Are you saying that your insurer has made a cash offer for full replacement value?  Who is it?

It is certainly going to be interesting times.  Today someone I know in the red zone received a settlement offer from there insurer. 

Market value pre quake was around $400k.  GV was just short of $500k with LV of $250k.  With the private insurers offer of full replacement based on the size of the 1970s house they will get close to $450k in insurance plus the land leaving them just shy of $700k or over $300k up on the deal!

That sounds too good to be true, so many will take and run, however others like yourself may want to take the insurance payout and stay living in their quake damaged homes.

Now, in regards our properties.  Some of those 12 are still totally liveable or cheaply fixable (leaving the uneven floors, not rebuilding fireplaces and the like), so we will probably try to take payout and leave the house on those.  On the others, none of the sites are actually that bad.  Sure they had liquifaction, but so did two thirds of Christchurch.  At worst we'll sit on the land for a while, I don't think that there is any sites we would rush to sell.

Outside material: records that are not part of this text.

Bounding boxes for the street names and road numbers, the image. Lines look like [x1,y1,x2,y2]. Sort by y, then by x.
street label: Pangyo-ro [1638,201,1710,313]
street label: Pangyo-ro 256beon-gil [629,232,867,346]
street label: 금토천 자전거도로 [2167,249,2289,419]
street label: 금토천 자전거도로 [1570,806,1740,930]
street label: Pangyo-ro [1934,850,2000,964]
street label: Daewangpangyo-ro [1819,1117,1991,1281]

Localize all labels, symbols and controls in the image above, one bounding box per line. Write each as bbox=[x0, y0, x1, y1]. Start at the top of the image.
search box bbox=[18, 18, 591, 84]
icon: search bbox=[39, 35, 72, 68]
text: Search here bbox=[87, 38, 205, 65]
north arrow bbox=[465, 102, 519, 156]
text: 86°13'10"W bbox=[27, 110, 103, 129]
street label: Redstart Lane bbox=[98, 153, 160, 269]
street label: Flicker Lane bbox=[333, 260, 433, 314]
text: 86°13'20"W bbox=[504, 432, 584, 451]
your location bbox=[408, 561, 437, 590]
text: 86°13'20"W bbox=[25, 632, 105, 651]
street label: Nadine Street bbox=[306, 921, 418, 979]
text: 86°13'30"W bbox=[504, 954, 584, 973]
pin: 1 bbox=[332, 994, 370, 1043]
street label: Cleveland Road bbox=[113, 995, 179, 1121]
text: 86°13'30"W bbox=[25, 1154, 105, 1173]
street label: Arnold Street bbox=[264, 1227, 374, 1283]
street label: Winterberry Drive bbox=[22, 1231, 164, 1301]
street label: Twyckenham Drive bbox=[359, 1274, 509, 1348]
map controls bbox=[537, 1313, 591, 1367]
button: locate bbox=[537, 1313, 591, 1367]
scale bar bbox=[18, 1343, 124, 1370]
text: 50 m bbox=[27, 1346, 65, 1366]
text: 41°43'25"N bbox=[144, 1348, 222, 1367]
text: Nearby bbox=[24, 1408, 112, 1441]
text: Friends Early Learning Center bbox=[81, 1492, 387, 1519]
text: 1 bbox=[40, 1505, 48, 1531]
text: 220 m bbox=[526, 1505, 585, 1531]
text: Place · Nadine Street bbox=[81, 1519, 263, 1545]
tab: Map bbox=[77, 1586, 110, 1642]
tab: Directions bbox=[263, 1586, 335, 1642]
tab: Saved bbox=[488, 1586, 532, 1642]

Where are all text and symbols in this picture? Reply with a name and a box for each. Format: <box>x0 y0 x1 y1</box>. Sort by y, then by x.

You have to remember we have owned some of these properties for a long time and that for instance on a large property (330m2 building) we paid $110k for 13 years ago that had full replacement insurance if we get a $500 or 600k full replacement settlement then everything will be rosy.

So things may well turn out ok personally for me.  But I still don't know at this stage.  And when EQC inspectors come round to wrecked houses with uneven floors and try and tell you that it's all prexisting and you have $15k in damage only then it can be very disheartening.

Honestly, I looked at one of our properties today that I'd put in the modest damage category.  But the floors are all over the place and a sand boil forced up the rear of the house and the concrete patio with a pergola over it at the back door, the pergola is about 150mm higher at one end than the other, with all the internal damage too, I was looking at it and wondering how EQC could possibly fix all this for anything like a reasonable price?

At another property I noticed a 1m2 area had just in the last few weeks sunk down a foot undermining a concrete path.  There was quite a lot of liquifaction on that site but this was about 5m from where any sand came up over 6 months ago.  I wonder how many sinkholes are ready to open up around the town? (I see a new large whole opened up on Kilmore outside the Convention Centre after recent snow)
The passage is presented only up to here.